Seuls trois prétendants continuèrent leur quête. L'un
d'eux était un riche marchand. Il alla voir un fleuriste et lui demanda
de lui trouver une rose bleue, sinon il le tuerait. Le fleuriste
désespéré utilisa un subterfuge pour sauver sa vie. Il trempa une rose
blanche dans un liquide bleu, et la rose se teinta de la couleur désirée
! Quand le marchand revint voir le fleuriste, il le remercia et lui
donna beaucoup d'argent. Il se précipita alors au palais pour montrer la
rose bleue à la princesse et l'épouser. Le roi se réjouit à la vue de
la fleur et dit à sa fille : « Tu dois tenir ta promesse ! Tu as la rose
bleue que tu souhaitais, nous allons préparer le mariage. » Sa fille
cependant avait deviné la ruse et répondit à son père : « Comment
avez-vous pu vous laisser aussi facilement tromper ?
« Cette rose
n'est bleue que parce qu'elle a été teintée ! Ce n'est pas sa couleur
d'origine. » Elle demanda qu'on apporte un oiseau. Lorsque celui-ci se
posa sur la rose, il mourut instantanément, tué par le poison qui avait
servi à colorer la fleur.
Le deuxième prétendant était un militaire
qui se rendit dans la région des cinq fleuves, célèbre pour ses
diamants. Il examina de nombreuses pierres précieuses et finit par
trouver un très gros saphir bleu. Il l'acheta et le porta à un joaillier
pour le faire tailler en forme de rose. Quand l'empereur vit le bijou,
il le trouva magnifique et fut persuadé que sa fille accepterait de se
marier avec ce militaire.
Son père alla la chercher et lui dit : « Tu
dois tenir ta promesse ! Tu as la rose bleue que tu souhaitais, nous
allons préparer le mariage. » Quand elle vit la rose, la jeune femme
s'écria : « Mais ce n'est pas une fleur ! Mon père, vous voyez bien que
ce n'est qu'un saphir taillé en forme de fleur ! J'ai de bien plus beaux
bijoux et j'attends toujours qu'on m'apporte une vraie rose bleue. »
Le
troisième prétendant était un jeune noble de bonne famille. Il convoqua
le plus réputé des peintres du pays et lui demanda de lui peindre la
plus belle rose bleue qu'on pût imaginer. Quand le tableau fut achevé,
il le porta à l'empereur, qui fut persuadé que, cette fois-ci, sa fille
serait satisfaite, et qu'elle aurait enfin trouvé un mari.
Son père
alla la chercher et lui dit : « Tu dois tenir ta promesse ! Tu as la
rose bleue que tu souhaitais, nous allons préparer le mariage. » La
princesse répondit qu'elle voulait une rose vivante et non une image,
aussi belle soit-elle. Le dernier prétendant fut donc refusé comme tous
les autres.
Un soir d'été qu'elle admirait le coucher du soleil,
elle entendit un poète chanter. C'était un beau jeune homme à la voix
douce et harmonieuse. Elle descendit à sa rencontre. Elle s'éprit de
lui, mais quand il lui dit qu'il souhaitait l'épouser, elle lui répondit
: « Hélas, j'ai juré que je n'épouserais que celui qui serait capable
de me rapporter une rose bleue. Jusqu'à présent, personne n'y est
parvenu.
— Moi j'y parviendrai. Ce n'est pas difficile, il y a partout des roses bleues. »
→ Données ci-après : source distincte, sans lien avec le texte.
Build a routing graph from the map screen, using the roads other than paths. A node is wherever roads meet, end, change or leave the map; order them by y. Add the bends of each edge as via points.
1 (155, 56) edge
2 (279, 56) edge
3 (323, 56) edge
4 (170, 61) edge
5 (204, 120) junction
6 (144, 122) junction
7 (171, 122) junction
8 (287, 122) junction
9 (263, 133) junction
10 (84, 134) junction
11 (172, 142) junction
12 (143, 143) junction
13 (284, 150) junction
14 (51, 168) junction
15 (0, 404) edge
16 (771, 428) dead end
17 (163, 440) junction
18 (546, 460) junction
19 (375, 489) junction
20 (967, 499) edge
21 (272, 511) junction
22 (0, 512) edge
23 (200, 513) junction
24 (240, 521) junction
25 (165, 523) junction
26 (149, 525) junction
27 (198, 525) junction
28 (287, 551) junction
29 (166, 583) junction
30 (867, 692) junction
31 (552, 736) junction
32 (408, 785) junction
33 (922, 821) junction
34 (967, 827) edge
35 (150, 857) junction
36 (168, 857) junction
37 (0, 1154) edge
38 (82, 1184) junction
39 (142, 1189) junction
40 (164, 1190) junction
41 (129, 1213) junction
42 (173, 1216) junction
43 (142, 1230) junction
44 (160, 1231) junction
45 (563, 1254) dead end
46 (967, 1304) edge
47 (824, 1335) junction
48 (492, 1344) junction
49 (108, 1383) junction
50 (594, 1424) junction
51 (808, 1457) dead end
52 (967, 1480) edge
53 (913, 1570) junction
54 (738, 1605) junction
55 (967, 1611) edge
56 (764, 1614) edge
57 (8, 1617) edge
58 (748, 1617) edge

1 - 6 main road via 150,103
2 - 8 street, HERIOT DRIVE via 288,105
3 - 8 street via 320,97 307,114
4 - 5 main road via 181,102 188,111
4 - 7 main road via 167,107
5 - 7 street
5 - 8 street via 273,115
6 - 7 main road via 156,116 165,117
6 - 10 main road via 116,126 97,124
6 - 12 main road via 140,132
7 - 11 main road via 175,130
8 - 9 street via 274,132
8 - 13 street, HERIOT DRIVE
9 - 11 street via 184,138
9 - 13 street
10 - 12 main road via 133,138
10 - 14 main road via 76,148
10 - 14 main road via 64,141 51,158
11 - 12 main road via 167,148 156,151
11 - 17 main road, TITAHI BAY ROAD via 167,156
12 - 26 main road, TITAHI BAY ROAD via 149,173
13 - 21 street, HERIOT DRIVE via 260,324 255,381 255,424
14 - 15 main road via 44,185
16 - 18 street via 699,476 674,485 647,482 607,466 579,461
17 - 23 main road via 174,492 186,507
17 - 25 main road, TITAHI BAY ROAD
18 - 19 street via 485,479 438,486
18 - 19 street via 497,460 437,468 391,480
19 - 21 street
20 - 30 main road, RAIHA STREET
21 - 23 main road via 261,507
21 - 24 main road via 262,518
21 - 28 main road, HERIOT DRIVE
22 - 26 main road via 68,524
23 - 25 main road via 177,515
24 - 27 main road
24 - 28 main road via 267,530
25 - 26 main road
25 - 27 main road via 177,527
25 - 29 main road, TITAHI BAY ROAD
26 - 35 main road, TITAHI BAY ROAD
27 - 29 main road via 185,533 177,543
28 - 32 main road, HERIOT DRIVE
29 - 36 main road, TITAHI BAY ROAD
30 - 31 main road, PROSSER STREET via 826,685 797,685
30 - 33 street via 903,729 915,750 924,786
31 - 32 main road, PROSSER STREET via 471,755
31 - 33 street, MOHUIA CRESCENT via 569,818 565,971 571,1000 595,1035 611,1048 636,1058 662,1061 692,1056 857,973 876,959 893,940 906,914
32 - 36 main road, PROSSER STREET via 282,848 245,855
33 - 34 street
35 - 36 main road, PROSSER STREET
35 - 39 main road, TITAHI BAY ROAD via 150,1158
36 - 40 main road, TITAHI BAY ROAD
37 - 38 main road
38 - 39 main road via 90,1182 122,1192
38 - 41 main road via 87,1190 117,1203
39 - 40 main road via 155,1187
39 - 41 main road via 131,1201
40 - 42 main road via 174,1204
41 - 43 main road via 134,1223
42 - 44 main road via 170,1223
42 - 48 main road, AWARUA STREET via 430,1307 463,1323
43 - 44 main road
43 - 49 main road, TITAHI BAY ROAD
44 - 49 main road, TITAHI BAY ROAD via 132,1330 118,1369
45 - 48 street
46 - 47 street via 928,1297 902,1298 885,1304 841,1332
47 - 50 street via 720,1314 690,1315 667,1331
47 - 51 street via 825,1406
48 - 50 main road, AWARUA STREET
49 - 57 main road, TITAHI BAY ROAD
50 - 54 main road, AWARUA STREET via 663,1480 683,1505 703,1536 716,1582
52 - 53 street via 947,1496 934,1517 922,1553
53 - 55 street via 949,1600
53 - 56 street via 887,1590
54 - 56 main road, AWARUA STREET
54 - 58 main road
Le lendemain, il arriva au palais avec une rose de couleur crème. Il la présenta à l'empereur, qui se moqua de lui. Il fit néanmoins appeler sa fille et lui dit : « Voilà ma fille un poète qui prétend avoir trouvé une rose bleue ! » À sa grande surprise, il entendit sa fille répondre : « Mais oui, mon père, elle est bleue, c'est la plus belle rose que j'ai jamais vue et elle est bien bleue. » Tout le monde à la cour partagea la stupéfaction de l'empereur. Tout le monde voyait une rose crème et non bleue ! Partout la princesse disait : « Je vous assure qu'elle est bleue. C'est vous qui ne voyez pas ! Elle est d'un bleu merveilleux, et je suis heureuse car je vais épouser celui qui me l'a rapportée. » Et ainsi fut fait. La princesse fut très heureuse et perdit l'habitude de rechercher en permanence la perfection.